En el atardecer de su vida, Brígida Pian había descubierto finalmente que no era necesario parecerse a un servidor orgulloso, preocupado de contentar al patrono pagando su deuda hasta el último céntimo, y que nuestro Padre no espera que seamos contables minuciosos de nuestros méritos. Ella sabía ahora que no importaba tener méritos, sino amar.
Lo publicó en 1941 y, como sucede en otras de sus novelas, el escritor católico François Mauriac fue acusado de pesimismo en relación con la religiosidad de entonces. En realidad, con esta obra titulada La farisea él señalaba una enfermedad constante en la espiritualidad, la de la hipocresía que florece de la soberbia. La parábola lucana del fariseo y del publicano (18,9-14) es la representación más emblemática. Eficaz es, por tanto, también el retrato que Mauriac delinea de esta mujer, que conoce sólo la religión fría y deshumana que se alimenta de obras y juicios exteriores, que ignora la comprensión y la misericordia y que presume de conocer los secretos del corazón.
Llena de ella misma, Brigida Pian pasa por en medio de las debilidades, pero también de las riquezas interiores con desprecio altanero, convencida de ser el perfecto papel de tornasol de la verdadera fe, y así no se da cuenta de que se precipita en un abismo oscuro donde Dios está ausente y está lleno, por el contrario, del yo humano.

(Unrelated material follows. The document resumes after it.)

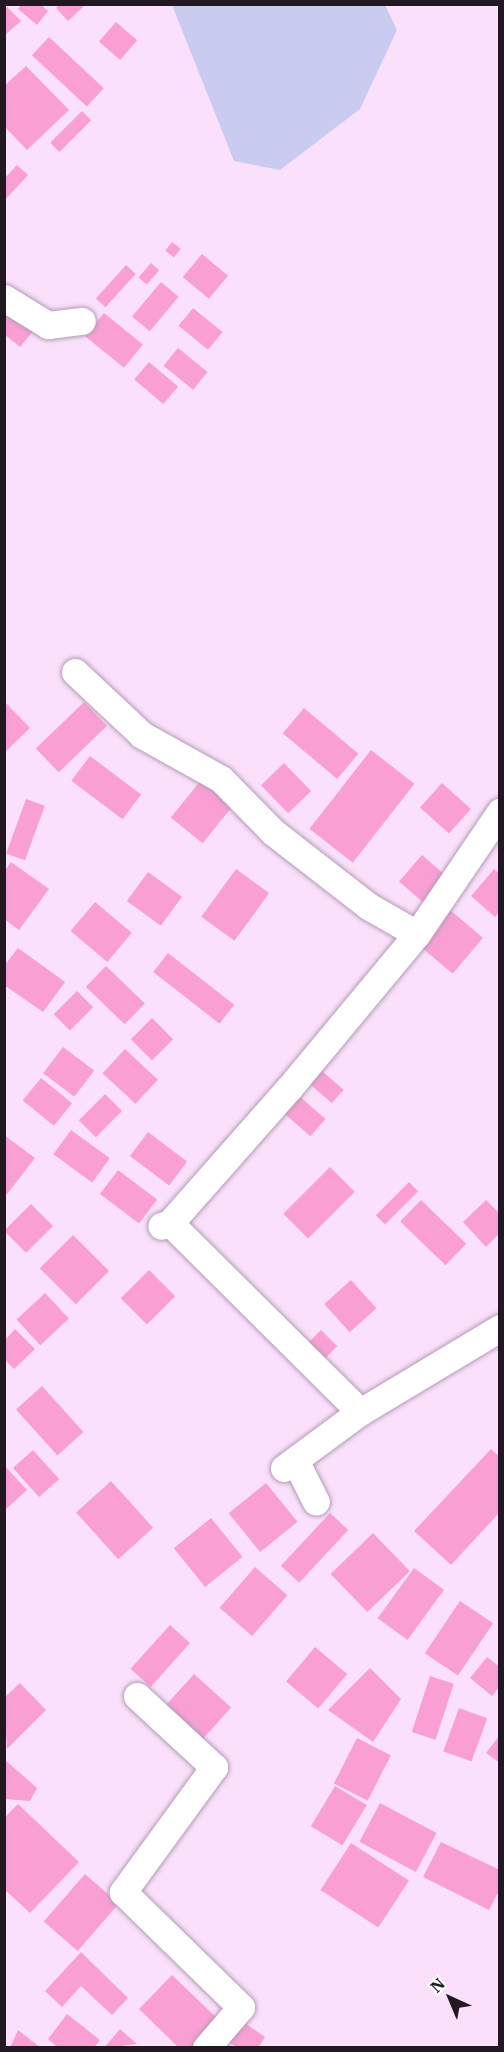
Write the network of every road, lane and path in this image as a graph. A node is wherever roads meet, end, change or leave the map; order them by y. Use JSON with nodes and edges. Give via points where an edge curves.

Al final, sin embargo, también existe para ella la redención por el camino de la conversión, la realidad que para ela era del todo inútil para su vida "perfecta". Es el descubrimiento final y lapidariamente expresado por Mauriac en esa frase: "No importa tener méritos, sino amar". Una lección para meditar siempre, sobre todo cuando se está muy convencido de estar bien con la religión.